Fourth, ask for sample-build discipline. IoT products often need several rounds of design improvement before stable production. A good supplier should give DFM feedback instead of simply producing exactly what is sent.
Finally, confirm traceability. Once an IoT device is deployed in the field, troubleshooting becomes expensive. Batch records, test results, component lot tracking, and inspection data can help reduce long-term risk.
Conclusion
IoT PCB manufacturing is not only about making a small circuit board. It is about building reliable connected hardware that can communicate, save power, survive real-world use, and remain stable after deployment.
PCBCool, Grandtop Group, XPCB Limited, SYS Technology, TopfastPCB, and LSTPCB represent different types of China-based suppliers that may support IoT PCB and PCBA projects. Some are stronger in EMS and box build assembly.
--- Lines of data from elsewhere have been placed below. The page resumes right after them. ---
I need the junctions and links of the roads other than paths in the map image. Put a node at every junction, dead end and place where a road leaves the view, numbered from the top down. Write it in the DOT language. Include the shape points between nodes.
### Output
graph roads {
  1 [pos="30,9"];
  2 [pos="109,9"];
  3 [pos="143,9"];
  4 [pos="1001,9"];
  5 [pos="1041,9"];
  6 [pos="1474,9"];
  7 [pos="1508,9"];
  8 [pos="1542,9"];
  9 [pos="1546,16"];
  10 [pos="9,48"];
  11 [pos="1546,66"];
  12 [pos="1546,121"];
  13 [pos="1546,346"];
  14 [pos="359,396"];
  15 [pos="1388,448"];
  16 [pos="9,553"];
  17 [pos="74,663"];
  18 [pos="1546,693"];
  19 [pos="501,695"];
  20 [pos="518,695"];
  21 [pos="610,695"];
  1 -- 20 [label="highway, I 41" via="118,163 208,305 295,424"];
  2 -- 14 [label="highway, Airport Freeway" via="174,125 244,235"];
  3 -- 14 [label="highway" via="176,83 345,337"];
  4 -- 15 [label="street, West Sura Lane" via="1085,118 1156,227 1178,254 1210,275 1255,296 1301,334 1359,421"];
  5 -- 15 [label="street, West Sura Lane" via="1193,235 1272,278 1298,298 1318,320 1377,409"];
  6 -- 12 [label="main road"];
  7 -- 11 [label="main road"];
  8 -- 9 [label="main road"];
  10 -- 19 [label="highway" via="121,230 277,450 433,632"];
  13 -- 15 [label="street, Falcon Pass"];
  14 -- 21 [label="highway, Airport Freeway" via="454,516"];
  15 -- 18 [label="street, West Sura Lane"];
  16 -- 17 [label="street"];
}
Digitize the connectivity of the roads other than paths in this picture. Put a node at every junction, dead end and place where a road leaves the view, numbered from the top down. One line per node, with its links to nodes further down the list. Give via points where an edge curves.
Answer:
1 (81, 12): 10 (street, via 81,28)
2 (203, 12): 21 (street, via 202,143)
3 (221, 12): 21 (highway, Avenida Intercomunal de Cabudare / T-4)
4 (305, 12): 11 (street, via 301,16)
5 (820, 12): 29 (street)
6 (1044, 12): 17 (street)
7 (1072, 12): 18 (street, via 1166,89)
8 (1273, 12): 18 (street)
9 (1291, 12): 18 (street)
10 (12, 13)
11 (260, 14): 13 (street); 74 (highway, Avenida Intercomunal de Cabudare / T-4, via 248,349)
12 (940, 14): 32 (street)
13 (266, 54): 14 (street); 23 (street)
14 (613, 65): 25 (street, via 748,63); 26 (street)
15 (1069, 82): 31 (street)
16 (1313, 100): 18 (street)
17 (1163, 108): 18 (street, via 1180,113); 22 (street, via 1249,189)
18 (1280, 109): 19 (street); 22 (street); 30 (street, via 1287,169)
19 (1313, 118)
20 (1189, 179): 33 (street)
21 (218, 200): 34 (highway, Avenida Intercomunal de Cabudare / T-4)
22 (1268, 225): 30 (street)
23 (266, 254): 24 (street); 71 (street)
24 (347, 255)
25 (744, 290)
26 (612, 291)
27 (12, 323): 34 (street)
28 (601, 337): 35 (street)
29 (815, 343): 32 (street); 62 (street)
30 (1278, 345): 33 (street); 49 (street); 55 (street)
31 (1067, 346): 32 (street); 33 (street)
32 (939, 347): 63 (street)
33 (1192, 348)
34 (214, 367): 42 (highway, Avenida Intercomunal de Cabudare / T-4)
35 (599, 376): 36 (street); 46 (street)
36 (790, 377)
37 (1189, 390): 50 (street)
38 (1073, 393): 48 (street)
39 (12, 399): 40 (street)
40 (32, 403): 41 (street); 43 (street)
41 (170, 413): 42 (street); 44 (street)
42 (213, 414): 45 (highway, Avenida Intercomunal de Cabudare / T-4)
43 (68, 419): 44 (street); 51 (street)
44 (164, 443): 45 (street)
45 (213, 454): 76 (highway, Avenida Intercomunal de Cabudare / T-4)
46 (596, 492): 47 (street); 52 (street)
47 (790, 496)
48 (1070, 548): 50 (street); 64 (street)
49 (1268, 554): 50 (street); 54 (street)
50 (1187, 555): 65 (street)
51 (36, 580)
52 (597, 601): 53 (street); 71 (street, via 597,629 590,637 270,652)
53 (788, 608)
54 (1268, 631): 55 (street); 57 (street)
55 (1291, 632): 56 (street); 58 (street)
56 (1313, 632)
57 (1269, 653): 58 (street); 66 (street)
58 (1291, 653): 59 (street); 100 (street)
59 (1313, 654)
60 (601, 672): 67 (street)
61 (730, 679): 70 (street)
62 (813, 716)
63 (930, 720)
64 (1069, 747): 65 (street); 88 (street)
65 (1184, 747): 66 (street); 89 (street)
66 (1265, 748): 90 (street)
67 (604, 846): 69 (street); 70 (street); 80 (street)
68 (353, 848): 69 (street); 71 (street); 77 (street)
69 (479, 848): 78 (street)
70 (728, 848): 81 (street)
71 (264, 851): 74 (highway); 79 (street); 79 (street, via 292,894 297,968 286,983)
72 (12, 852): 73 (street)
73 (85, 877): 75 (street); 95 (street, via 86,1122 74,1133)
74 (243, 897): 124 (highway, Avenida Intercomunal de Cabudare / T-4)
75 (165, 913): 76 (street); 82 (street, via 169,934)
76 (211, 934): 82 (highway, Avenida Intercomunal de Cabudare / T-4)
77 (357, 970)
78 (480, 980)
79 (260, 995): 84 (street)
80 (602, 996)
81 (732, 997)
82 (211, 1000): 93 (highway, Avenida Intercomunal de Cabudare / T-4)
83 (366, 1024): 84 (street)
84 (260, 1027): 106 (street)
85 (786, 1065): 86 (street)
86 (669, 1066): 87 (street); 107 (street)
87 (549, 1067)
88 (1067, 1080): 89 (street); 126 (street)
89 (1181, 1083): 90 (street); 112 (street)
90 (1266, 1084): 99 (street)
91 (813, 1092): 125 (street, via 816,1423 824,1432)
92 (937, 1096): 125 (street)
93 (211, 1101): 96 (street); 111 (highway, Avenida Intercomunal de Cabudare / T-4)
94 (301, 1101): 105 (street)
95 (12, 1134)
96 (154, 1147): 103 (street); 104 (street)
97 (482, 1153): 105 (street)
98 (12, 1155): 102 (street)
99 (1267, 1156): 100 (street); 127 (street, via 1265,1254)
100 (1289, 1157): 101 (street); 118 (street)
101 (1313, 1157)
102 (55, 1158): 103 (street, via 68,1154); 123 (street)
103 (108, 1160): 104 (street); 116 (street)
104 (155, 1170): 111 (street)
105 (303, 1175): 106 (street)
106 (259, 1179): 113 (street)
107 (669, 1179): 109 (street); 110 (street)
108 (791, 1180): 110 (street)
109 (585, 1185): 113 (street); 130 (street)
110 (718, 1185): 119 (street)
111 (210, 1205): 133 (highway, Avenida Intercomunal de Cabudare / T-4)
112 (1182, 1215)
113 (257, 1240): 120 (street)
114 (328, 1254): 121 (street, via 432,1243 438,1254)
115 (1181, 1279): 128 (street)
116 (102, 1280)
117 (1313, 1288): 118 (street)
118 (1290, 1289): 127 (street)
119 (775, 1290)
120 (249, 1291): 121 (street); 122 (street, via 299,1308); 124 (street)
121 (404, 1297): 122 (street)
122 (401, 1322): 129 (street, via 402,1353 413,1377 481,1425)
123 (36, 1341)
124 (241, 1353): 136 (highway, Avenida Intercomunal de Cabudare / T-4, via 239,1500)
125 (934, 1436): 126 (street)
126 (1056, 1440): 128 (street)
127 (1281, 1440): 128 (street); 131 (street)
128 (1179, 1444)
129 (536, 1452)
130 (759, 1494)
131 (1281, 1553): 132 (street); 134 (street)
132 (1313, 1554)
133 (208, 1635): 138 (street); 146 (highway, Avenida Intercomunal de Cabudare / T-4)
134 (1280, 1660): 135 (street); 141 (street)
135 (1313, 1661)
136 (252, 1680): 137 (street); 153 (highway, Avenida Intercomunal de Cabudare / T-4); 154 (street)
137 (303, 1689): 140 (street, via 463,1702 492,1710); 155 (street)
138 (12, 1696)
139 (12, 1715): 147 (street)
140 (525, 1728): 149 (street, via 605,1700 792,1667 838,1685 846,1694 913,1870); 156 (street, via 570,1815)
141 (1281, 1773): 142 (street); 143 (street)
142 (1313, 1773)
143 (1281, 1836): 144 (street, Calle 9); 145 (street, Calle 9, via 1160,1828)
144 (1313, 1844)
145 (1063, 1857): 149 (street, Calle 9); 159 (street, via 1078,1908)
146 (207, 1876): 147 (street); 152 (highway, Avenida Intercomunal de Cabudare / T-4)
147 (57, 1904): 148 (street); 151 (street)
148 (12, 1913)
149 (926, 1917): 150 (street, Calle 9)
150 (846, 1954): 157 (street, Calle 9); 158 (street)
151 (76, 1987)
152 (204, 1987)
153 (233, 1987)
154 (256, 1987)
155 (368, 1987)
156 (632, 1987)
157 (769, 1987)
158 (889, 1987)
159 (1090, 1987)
Some focus more on flex, rigid-flex, HDI, or quick-turn prototyping. Others position themselves directly around IoT PCB manufacturing and connected device applications.
This China PCB manufacturers list should be used as a starting point, not as a final supplier decision. Before choosing any company, buyers should contact the supplier directly, verify current production capability, review similar project experience, request samples, and confirm whether the supplier can support both prototype development and repeat production.
For IoT projects, the best PCB manufacturer is not simply the one with the lowest board price. It is the partner that can help turn a connected device design into a stable, tested, manufacturable, and scalable product.